Sensor and data fusion architectures and algorithms are often utilized when multiple sensor systems gather and analyze data and information from some observation space of interest. Objects that may be difficult to differentiate with a single sensor are frequently distinguished with a sensor system that incorporates several sensors that respond to signatures generated from independent phenomena. Signatures generated by multiple phenomena also expand the amount of information that can be gathered about the location of vulnerable areas on targets. This is important in smart-munition applications where autonomous sensors, such as those that operate in the millimeter-wave (MMW) and infrared (IR) spectrums, guide weapons to targets without operator intervention. These wavelengths allow relatively compact designs to be realized to accommodate the volume and weight constraints frequently encountered in ordnance. By using operating frequencies that cover a wide portion of the electromagnetic spectrum, relatively high probabilities of object detection and classification, at acceptable false-alarm levels, can potentially be achieved in inclement weather, high-clutter, and countermeasure environments. Multiple-sensor systems are used in civilian applications as well, such as space-based sensors for weather forecasting and Earth resource surveys. Here, narrow-band wavelength spectra and multiple types of sensors, such as active radar transmitters, passive radar receivers, and infrared and visible sensors, provide data about temperature, humidity, rain rates, wind speed, storm tracks, snow and cloud cover, and crop type and maturity.
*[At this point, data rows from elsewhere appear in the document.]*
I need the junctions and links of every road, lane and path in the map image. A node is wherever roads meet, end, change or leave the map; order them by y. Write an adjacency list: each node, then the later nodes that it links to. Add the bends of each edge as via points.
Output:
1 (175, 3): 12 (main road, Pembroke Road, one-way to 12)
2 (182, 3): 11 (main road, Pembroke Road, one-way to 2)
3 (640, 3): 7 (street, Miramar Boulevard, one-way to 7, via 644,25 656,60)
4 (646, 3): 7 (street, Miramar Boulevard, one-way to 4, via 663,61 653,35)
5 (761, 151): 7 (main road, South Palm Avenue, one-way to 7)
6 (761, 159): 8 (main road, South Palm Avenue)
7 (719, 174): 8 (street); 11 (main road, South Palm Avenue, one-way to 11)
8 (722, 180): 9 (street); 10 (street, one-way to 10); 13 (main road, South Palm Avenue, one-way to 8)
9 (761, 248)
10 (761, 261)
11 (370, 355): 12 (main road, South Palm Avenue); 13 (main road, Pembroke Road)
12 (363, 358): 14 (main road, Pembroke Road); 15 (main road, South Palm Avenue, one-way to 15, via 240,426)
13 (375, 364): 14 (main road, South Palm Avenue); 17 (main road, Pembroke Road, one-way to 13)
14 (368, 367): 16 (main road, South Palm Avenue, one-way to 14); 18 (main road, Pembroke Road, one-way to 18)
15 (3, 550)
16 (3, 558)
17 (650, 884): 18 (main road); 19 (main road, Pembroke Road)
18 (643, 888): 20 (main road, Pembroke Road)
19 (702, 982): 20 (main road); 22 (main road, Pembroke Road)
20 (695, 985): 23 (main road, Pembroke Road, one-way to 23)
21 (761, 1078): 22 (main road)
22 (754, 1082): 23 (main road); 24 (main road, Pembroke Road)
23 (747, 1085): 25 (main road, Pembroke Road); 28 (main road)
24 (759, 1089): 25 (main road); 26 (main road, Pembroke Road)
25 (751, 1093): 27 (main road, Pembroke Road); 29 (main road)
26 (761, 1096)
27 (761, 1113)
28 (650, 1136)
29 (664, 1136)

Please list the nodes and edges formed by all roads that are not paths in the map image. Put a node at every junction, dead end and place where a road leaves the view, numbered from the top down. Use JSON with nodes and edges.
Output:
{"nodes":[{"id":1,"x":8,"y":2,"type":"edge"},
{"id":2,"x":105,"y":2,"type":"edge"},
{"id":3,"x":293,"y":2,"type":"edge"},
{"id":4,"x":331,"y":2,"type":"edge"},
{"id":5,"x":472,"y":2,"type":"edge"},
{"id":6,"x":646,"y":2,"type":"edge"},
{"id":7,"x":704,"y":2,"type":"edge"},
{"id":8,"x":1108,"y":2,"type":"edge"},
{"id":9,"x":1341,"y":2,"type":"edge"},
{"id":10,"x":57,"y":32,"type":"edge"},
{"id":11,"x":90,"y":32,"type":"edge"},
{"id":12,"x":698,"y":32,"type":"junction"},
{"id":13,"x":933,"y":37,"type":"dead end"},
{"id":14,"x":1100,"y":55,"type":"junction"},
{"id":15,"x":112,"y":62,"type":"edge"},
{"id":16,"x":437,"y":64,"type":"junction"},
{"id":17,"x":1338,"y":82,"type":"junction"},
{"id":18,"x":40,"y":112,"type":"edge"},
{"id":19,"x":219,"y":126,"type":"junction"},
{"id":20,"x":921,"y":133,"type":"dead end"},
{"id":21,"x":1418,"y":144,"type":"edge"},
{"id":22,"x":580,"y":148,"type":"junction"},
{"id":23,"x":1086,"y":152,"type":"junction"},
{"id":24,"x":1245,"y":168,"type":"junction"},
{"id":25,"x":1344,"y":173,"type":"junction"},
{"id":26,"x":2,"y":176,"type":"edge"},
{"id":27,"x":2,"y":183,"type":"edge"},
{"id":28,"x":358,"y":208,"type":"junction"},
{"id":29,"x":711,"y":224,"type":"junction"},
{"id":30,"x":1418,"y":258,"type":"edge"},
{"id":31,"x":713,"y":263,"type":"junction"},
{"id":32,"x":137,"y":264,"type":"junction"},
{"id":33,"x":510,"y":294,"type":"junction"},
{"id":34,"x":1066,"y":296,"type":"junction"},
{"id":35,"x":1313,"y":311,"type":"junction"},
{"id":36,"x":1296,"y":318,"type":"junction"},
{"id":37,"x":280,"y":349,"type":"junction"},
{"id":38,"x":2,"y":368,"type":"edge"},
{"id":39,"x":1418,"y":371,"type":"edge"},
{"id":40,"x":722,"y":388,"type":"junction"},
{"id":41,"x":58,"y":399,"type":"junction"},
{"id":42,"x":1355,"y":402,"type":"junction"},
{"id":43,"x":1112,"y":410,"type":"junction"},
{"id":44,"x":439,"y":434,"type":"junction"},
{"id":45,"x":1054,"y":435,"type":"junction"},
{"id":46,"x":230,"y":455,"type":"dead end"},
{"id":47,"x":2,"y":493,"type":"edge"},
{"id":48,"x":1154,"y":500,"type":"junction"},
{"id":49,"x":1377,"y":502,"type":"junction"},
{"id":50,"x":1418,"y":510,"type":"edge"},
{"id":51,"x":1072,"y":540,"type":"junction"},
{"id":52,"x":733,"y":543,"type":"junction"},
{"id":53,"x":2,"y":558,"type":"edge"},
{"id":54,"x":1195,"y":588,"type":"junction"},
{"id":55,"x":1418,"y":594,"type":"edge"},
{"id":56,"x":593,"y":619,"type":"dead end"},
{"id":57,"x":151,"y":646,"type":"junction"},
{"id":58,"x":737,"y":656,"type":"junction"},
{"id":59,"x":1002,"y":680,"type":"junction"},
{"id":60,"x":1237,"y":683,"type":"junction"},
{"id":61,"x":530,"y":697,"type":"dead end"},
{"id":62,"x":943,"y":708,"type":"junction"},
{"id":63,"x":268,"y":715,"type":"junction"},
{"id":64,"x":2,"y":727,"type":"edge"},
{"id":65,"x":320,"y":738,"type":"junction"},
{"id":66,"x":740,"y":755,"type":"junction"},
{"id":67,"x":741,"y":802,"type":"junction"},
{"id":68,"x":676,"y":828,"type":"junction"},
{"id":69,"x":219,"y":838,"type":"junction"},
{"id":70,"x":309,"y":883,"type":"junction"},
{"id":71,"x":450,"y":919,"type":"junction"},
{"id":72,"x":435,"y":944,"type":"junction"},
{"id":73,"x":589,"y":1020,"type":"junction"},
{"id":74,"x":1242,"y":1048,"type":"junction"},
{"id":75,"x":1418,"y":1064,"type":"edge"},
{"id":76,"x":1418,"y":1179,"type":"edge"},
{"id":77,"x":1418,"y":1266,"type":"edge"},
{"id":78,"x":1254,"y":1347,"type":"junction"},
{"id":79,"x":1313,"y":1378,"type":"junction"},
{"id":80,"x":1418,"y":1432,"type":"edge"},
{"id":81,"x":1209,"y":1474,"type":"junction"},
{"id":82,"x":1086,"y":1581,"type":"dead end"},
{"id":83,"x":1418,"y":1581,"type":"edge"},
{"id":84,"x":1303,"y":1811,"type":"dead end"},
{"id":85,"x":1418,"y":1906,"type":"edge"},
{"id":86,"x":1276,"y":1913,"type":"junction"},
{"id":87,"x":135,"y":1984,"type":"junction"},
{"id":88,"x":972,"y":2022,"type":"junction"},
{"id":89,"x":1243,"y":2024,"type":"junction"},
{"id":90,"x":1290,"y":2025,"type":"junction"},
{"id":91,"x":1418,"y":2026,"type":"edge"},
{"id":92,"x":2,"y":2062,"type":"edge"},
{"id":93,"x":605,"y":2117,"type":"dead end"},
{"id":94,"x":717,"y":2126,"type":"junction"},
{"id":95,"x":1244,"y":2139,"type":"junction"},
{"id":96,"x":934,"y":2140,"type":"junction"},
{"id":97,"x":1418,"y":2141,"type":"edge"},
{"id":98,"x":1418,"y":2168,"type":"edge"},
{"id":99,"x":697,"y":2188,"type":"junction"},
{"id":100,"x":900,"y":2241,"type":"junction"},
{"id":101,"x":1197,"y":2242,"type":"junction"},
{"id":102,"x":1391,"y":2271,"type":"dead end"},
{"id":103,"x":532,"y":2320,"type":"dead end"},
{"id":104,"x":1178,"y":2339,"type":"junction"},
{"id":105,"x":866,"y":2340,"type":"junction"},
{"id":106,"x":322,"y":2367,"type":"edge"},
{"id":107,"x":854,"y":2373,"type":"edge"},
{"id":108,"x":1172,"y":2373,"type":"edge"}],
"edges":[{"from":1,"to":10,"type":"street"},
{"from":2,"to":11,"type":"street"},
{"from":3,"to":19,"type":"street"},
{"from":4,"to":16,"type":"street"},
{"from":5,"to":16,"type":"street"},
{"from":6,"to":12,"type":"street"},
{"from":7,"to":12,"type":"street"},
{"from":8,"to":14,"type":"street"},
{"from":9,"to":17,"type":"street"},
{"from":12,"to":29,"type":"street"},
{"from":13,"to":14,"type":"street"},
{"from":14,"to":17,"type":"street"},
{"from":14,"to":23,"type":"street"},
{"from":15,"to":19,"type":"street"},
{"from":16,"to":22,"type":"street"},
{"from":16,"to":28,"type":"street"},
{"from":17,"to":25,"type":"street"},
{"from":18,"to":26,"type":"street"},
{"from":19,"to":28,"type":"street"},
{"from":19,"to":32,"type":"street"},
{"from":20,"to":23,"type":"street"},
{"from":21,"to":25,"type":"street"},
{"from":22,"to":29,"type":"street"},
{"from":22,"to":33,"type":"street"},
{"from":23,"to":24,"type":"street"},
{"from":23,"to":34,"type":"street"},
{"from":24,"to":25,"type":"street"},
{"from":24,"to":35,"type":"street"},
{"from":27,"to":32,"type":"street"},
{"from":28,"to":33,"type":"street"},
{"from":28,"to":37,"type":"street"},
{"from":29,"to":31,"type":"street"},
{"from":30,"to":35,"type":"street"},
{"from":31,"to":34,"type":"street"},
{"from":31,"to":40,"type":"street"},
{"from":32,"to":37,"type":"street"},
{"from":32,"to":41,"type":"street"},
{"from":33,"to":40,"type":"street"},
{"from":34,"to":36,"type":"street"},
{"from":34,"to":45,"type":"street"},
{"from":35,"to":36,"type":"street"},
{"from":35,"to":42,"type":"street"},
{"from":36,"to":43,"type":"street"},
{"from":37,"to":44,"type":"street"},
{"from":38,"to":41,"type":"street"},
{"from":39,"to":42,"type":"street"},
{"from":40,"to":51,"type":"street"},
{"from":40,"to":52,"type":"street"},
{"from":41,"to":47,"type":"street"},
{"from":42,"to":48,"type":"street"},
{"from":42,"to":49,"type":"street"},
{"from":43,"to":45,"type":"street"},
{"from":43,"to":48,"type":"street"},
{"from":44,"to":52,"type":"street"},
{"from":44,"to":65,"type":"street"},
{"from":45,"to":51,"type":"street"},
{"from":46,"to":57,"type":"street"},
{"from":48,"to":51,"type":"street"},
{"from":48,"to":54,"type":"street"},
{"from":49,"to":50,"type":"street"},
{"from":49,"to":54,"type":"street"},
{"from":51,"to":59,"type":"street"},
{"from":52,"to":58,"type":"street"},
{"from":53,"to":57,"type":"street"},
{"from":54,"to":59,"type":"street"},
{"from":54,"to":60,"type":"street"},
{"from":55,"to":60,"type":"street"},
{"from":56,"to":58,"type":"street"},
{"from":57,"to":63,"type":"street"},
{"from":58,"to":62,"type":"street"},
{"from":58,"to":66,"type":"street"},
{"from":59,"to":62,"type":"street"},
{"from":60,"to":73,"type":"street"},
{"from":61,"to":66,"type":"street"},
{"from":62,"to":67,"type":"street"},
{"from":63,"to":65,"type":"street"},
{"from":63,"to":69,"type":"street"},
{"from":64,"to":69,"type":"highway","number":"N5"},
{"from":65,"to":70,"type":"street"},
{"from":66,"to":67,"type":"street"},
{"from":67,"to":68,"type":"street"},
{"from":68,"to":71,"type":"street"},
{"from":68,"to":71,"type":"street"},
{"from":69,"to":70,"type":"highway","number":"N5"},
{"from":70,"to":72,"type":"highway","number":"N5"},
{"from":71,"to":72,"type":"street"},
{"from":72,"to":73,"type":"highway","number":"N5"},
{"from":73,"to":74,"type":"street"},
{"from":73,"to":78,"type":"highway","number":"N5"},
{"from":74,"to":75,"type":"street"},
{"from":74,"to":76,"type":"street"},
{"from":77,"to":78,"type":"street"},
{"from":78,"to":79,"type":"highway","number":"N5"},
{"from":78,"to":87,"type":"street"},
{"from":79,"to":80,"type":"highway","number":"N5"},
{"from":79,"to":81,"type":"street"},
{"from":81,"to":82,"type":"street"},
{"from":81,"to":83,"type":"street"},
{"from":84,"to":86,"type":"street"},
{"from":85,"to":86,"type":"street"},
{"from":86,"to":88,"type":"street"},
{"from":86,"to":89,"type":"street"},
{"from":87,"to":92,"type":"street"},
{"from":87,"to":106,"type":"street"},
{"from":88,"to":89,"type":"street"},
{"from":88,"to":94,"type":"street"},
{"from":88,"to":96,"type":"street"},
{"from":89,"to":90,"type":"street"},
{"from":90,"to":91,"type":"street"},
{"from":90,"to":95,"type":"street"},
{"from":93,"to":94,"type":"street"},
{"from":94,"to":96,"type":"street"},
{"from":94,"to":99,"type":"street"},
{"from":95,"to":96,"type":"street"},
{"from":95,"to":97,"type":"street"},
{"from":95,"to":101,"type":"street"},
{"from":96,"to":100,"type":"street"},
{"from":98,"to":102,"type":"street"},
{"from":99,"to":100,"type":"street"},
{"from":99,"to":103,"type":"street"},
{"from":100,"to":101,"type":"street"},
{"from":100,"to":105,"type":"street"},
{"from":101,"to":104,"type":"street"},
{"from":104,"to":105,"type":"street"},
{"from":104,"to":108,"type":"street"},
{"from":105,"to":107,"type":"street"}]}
Because of the important role that MMW and IR sensors assume in these applications, much of this chapter is devoted to the operating characteristics of these sensors. Acoustic, ultrasound, magnetic, and seismic signature-generation phenomena are also exploited in military and civilian applications, but these are not addressed in detail in this chapter. However, their data can be fused with those of other sensors using the algorithms and architectures described in later chapters.